リューズはクロノグラフを掴み、ぎゅっと握りしめる。



刹那、身を切り裂くような気配がリューズを襲う。

心臓を鷲掴みにされたような、濃厚な殺意。

リューズの心拍数が急上昇し、呼吸が早くなる。

振り向くと、そこには三メートルの巨躯を持つオーガがリューズを睨みつけ、今にも襲いかかりそうな雰囲気を醸し出していた。


―――殺される。


自分の未来に対する、確信とも言える予感がリューズを襲う。

巨大な化け物に対して、ただの人の身であるリューズ。その差は誰の目にも明らかだった。


「でも、ただでは死なない。」


しかしリューズにはクロノグラフがある。その力は未知数、それでもなお無残に殺されるか、それとも凌ぎ切るか。それはまだ誰にも分からない。

リューズはクロノグラフを掲げ、起動の言霊を口にする。


「―――Reminder Set.」


クロノグラフから歯車のかみ合う音が発せられ、蒼く淡い輝きがクロノグラフを包む。リューズは身体から何かが抜けたような感覚に陥るが、目の前の脅威を前にそんなことを気にしている暇はなかった。
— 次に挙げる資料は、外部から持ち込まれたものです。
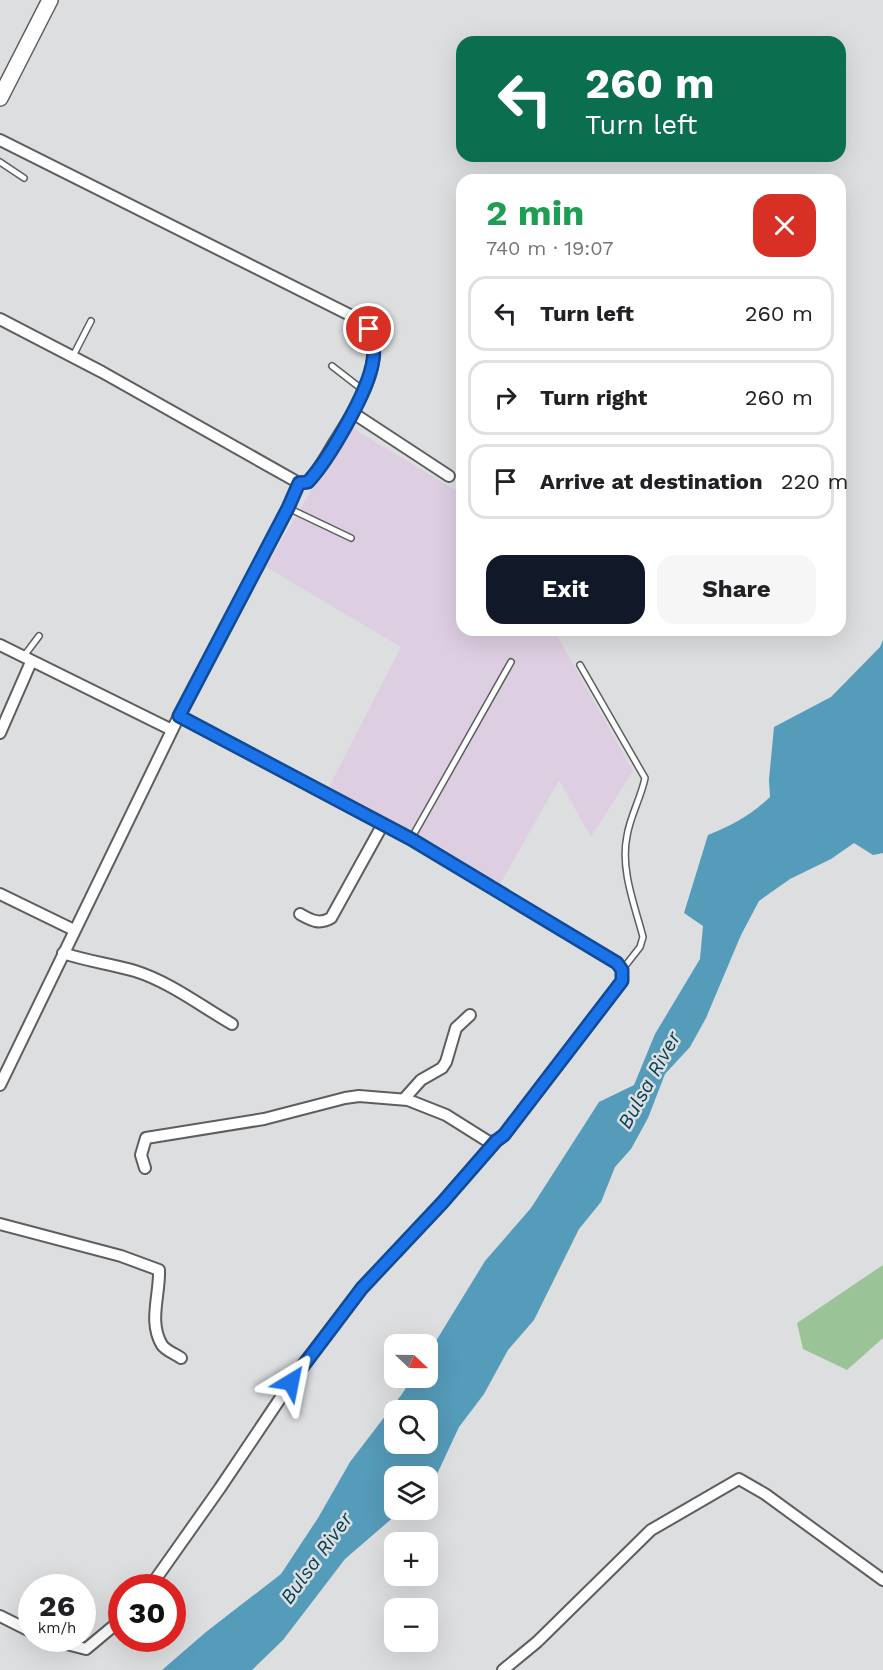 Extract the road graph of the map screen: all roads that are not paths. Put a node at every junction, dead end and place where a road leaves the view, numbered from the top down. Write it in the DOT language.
graph roads {
  1 [pos="50,0"];
  2 [pos="0,98"];
  3 [pos="0,140"];
  4 [pos="0,162"];
  5 [pos="24,178"];
  6 [pos="0,319"];
  7 [pos="91,321"];
  8 [pos="73,356"];
  9 [pos="332,366"];
  10 [pos="363,390"];
  11 [pos="353,413"];
  12 [pos="449,476"];
  13 [pos="299,483"];
  14 [pos="288,508"];
  15 [pos="351,538"];
  16 [pos="39,636"];
  17 [pos="0,645"];
  18 [pos="27,660"];
  19 [pos="512,662"];
  20 [pos="580,665"];
  21 [pos="179,716"];
  22 [pos="172,730"];
  23 [pos="0,734"];
  24 [pos="383,824"];
  25 [pos="411,839"];
  26 [pos="0,894"];
  27 [pos="300,914"];
  28 [pos="74,930"];
  29 [pos="63,953"];
  30 [pos="622,970"];
  31 [pos="470,1015"];
  32 [pos="232,1024"];
  33 [pos="1,1080"];
  34 [pos="404,1100"];
  35 [pos="496,1141"];
  36 [pos="145,1168"];
  37 [pos="0,1224"];
  38 [pos="181,1358"];
  39 [pos="159,1574"];
  40 [pos="883,1580"];
  41 [pos="0,1616"];
  42 [pos="18,1625"];
  43 [pos="108,1631"];
  44 [pos="96,1641"];
  45 [pos="503,1670"];
  1 -- 2 [label="main road"];
  3 -- 10 [label="street"];
  4 -- 5 [label="lane"];
  6 -- 8 [label="street"];
  7 -- 8 [label="lane"];
  8 -- 13 [label="street"];
  9 -- 10 [label="lane"];
  10 -- 11 [label="street"];
  11 -- 12 [label="street"];
  11 -- 13 [label="street"];
  13 -- 14 [label="street"];
  14 -- 15 [label="lane"];
  14 -- 21 [label="street"];
  16 -- 18 [label="lane"];
  17 -- 18 [label="street"];
  18 -- 22 [label="street"];
  18 -- 23 [label="street"];
  19 -- 25 [label="lane"];
  20 -- 30 [label="lane"];
  21 -- 22 [label="street"];
  21 -- 24 [label="street"];
  22 -- 28 [label="street"];
  24 -- 25 [label="street"];
  24 -- 27 [label="street"];
  25 -- 30 [label="street"];
  26 -- 28 [label="street"];
  28 -- 29 [label="street"];
  29 -- 32 [label="street"];
  29 -- 33 [label="street"];
  30 -- 35 [label="street"];
  31 -- 34 [label="street"];
  34 -- 35 [label="street"];
  34 -- 36 [label="street"];
  35 -- 39 [label="street"];
  37 -- 38 [label="street"];
  40 -- 45 [label="street"];
  41 -- 42 [label="street"];
  43 -- 44 [label="street"];
}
異変を察知したオーガは身構えるが、特に何も起こらないと見るや、リューズに襲いかかろうと棍棒を掲げる。


『グウゥゥゥ…!』


オーガは巨大な肉体を支える強靭な脚に力をこめ、人外の速度で目の前の矮小な少女へと突進する。三十メートルと離れていなかった距離が一瞬で縮まり、オーガは右手に持った棍棒を少女、リューズ目掛けて振り抜く。



リューズはその場から全く動くことなく、いや動くことすらできず、その棍棒を受け入れてしまった。

ただオーガが向かってきているのを見ることが精いっぱい。一切の反応も許されず、一切の行動も許されない。

パンッと、血袋が弾ける様に、リューズの鮮血が飛散した。身体の半分は棍棒に押しつぶされ、鮮血が噴出している。

誰の目にも、リューズが即死したのは明らかだった。。




――同時、クロノグラフが輝き出す。

時計の針が止まり、それと同調するように世界の時間が止まってゆく。

噴出したリューズの血が空中で止まっている様は、ある種の芸術作品を思わせた。

さらに時計の針は逆に回転、世界の時間も逆行する。

リューズの血はその在るべき身体へと戻り、破壊された身体も元の状態へと戻る。

リューズも、オーガも、棍棒も、巻き戻しのようにリセットされ、そしてリューズが唱えた瞬間まで、時間は巻き戻った。



クロノグラフの輝きは収まり、時はまた動き出す。

オーガも、この世界の誰もが、時間が戻ったことには気づかない。認識できるはずがない。

ただ一人、リューズを除いては。


(…これが、クロノグラフの能力。)


あらかじめ時間をセットしておき、能力を起動するとその時点まで時間を戻す能力。

そして、クロノグラフと契約したリューズは、巻き戻した時間の体験、記憶が残っている。


(何度でも、やり直すことができる能力…これを使って、今の状況を乗り切るしかない。)


まぎれもなく強力無比な能力。だが、あくまでやり直すことができるだけ。目の前の化け物とリューズには天と地ほどの強さの差があるのだ。勝てるわけがない、そう考えるのが普通。


だが、リューズは諦めない。

これから待ち受ける運命、つまり何度も身体を粉砕される痛み、苦痛がリューズを襲うという恐怖に、リューズは立ち向かっていた。


(どうすれば勝てるかはわからない。でもやるしかない。)


リューズはオーガを見つめる。

オーガはリューズを睨みつける。



リューズの初めての戦いが幕を開けた。